## [Aim of the task]
Where a line of the listing below includes the word "numbered", reproduce that line.

## [Data supplied]
......

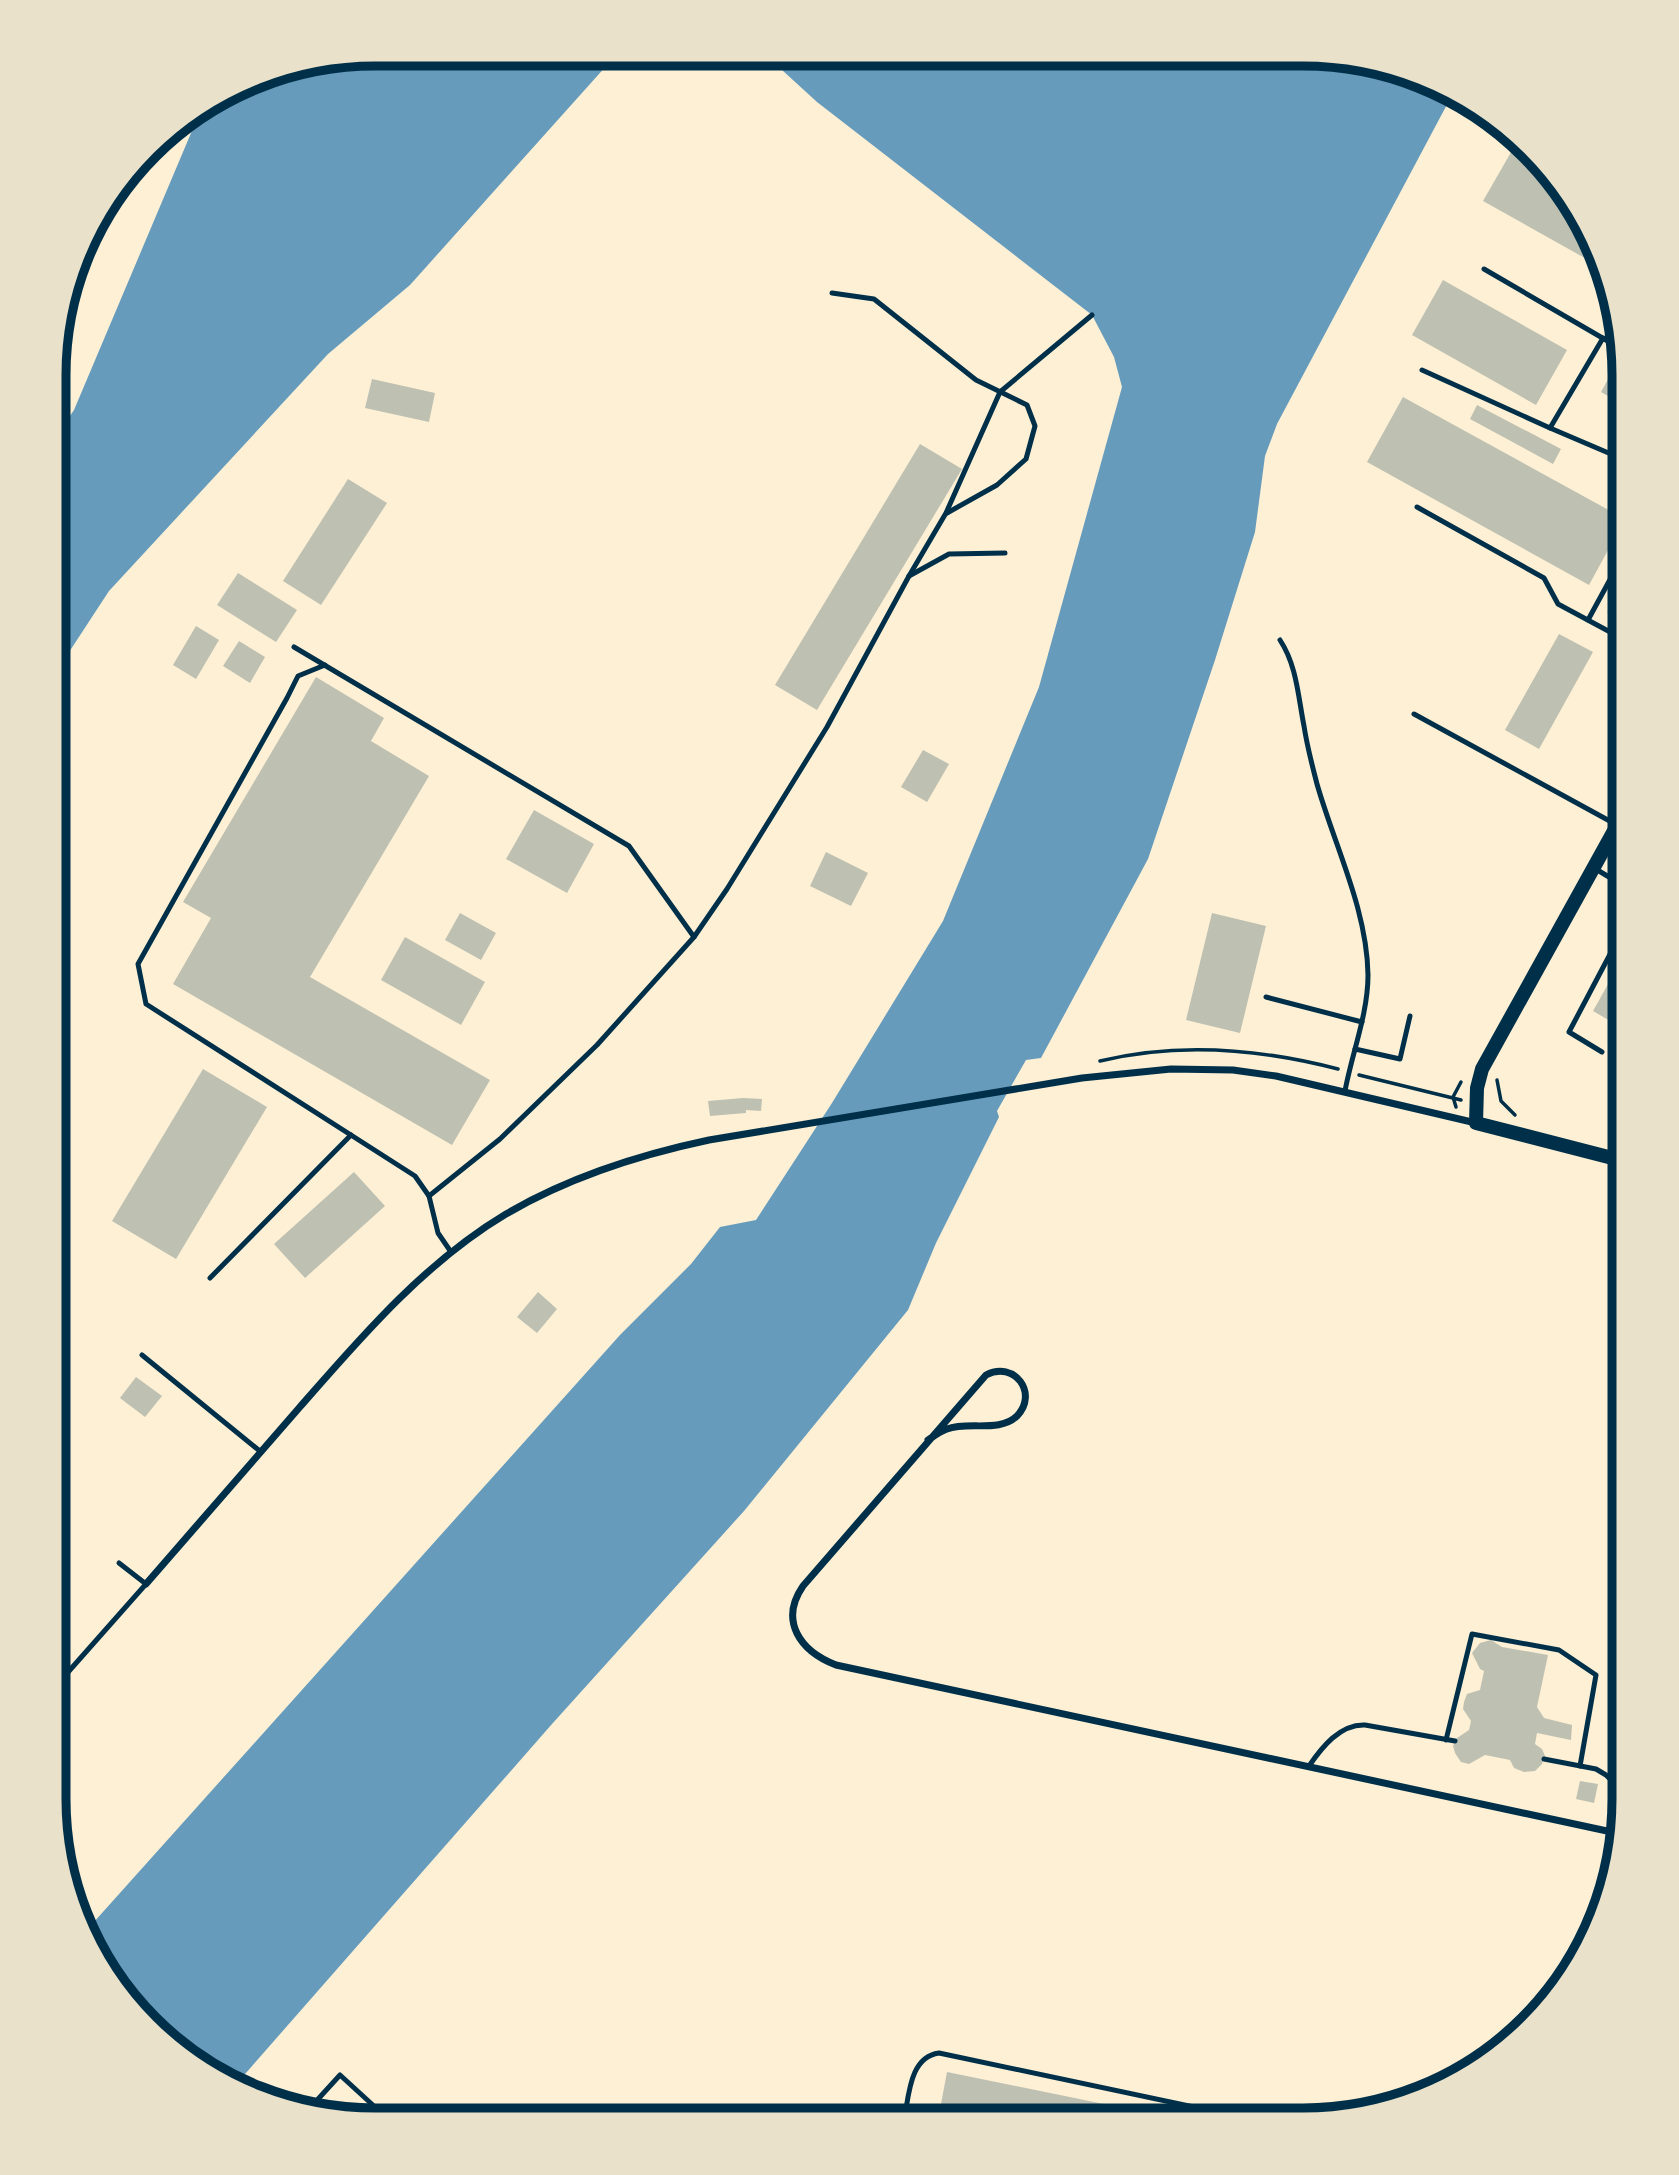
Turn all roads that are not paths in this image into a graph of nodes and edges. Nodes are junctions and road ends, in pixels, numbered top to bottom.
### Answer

......

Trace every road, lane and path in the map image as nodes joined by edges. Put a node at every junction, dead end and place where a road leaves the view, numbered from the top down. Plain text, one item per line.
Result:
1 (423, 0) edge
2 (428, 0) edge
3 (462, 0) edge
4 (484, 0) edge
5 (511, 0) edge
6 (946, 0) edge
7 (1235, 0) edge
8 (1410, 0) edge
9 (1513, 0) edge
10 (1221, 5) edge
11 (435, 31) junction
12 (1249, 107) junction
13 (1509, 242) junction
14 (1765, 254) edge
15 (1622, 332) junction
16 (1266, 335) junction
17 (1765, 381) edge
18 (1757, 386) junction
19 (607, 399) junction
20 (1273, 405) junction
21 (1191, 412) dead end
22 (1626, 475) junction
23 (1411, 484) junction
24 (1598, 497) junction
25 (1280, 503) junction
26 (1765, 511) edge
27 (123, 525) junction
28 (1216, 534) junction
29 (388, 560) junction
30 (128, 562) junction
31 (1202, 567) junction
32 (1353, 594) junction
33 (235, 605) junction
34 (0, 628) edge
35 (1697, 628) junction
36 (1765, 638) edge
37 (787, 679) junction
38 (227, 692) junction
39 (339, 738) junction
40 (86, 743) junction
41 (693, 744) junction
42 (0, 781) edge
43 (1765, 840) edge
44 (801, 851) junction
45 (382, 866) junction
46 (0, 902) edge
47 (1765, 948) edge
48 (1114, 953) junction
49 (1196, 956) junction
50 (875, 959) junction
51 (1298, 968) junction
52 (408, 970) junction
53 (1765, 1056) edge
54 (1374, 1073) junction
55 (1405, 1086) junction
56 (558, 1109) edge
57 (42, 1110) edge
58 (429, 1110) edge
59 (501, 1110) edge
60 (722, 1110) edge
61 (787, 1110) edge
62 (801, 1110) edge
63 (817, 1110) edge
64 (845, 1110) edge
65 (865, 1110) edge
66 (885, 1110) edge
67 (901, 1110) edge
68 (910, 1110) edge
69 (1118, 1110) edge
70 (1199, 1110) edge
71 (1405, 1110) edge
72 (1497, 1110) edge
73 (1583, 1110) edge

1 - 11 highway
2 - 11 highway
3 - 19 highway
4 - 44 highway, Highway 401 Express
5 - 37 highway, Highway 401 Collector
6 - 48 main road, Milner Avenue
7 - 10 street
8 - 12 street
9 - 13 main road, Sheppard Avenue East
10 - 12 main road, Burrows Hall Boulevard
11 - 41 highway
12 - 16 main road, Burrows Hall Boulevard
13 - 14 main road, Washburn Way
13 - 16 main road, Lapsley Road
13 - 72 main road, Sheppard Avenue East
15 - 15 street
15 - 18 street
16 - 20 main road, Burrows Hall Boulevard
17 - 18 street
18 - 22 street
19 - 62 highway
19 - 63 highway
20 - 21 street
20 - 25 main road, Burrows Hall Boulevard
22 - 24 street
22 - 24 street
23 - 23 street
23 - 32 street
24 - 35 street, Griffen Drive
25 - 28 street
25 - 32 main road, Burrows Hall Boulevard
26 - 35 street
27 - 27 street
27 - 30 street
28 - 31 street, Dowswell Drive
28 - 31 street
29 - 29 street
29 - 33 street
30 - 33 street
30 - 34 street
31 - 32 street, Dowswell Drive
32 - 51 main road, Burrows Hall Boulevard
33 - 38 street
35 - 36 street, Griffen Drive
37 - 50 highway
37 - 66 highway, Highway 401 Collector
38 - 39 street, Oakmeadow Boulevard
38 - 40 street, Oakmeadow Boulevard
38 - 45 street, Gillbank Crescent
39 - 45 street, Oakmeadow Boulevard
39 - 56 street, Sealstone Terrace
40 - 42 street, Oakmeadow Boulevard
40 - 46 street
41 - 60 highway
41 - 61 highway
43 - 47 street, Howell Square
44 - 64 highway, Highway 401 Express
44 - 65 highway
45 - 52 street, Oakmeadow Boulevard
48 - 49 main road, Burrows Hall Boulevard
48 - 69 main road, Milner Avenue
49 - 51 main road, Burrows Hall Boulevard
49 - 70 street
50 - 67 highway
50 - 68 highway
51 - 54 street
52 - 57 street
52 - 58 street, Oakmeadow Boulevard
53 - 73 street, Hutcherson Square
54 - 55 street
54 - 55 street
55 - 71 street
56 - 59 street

......

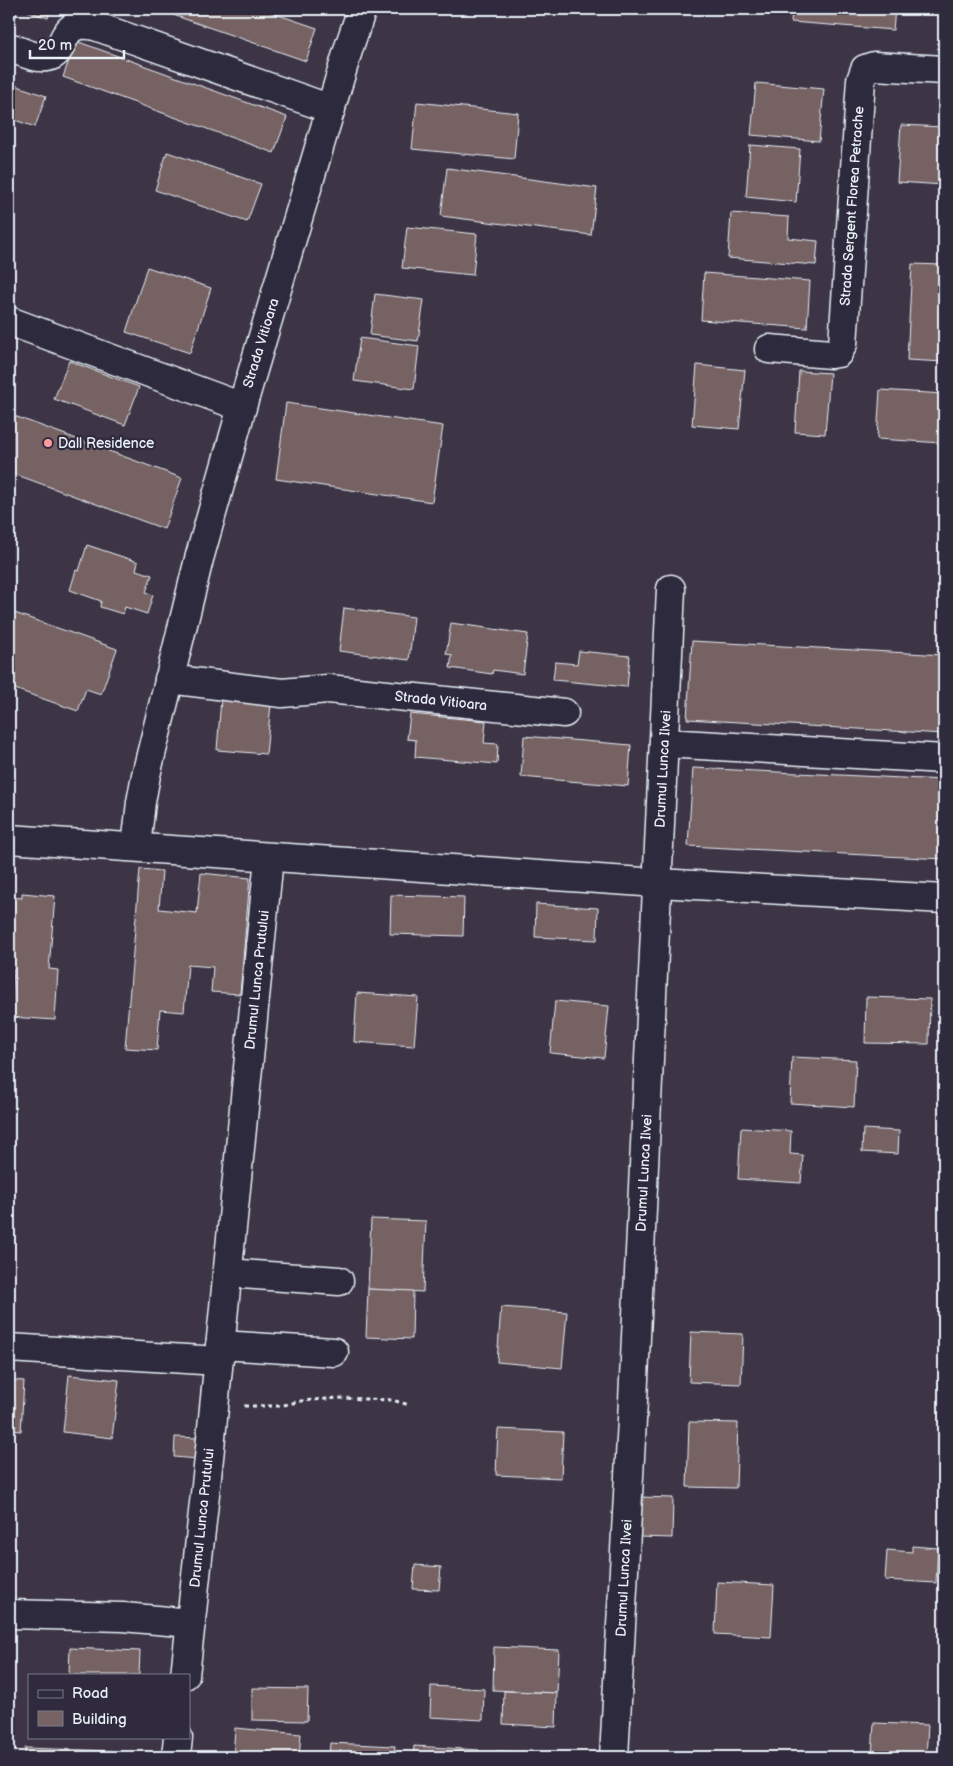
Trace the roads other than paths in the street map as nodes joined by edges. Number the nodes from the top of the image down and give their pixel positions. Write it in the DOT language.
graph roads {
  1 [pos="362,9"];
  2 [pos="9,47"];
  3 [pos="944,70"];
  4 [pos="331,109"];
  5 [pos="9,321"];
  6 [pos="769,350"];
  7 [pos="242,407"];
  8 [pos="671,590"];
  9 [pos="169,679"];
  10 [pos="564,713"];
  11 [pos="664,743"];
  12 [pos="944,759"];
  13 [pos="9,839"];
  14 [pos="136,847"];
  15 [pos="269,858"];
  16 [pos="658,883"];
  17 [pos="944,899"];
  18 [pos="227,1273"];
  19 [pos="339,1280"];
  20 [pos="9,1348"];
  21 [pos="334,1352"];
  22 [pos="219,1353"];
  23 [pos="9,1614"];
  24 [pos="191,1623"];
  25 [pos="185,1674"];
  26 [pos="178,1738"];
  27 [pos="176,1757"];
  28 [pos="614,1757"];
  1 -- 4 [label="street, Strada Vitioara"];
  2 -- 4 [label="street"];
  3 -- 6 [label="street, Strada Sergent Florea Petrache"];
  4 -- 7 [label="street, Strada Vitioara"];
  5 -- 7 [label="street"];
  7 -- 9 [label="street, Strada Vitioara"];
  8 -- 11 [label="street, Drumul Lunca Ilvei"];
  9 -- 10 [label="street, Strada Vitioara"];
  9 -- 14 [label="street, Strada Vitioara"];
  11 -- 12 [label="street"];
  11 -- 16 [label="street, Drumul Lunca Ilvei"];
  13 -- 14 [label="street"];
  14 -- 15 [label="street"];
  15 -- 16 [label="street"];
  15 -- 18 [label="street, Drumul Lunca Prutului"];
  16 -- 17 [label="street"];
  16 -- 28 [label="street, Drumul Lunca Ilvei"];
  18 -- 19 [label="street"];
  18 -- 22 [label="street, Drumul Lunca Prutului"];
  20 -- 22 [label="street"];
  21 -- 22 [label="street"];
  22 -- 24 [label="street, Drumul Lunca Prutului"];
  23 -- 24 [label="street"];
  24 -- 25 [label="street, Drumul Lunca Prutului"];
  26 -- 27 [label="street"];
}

......

## [Solution for this problem]
Turn all roads that are not paths in this image into a graph of nodes and edges. Nodes are junctions and road ends, in pixels, numbered top to bottom.
Trace every road, lane and path in the map image as nodes joined by edges. Put a node at every junction, dead end and place where a road leaves the view, numbered from the top down. Plain text, one item per line.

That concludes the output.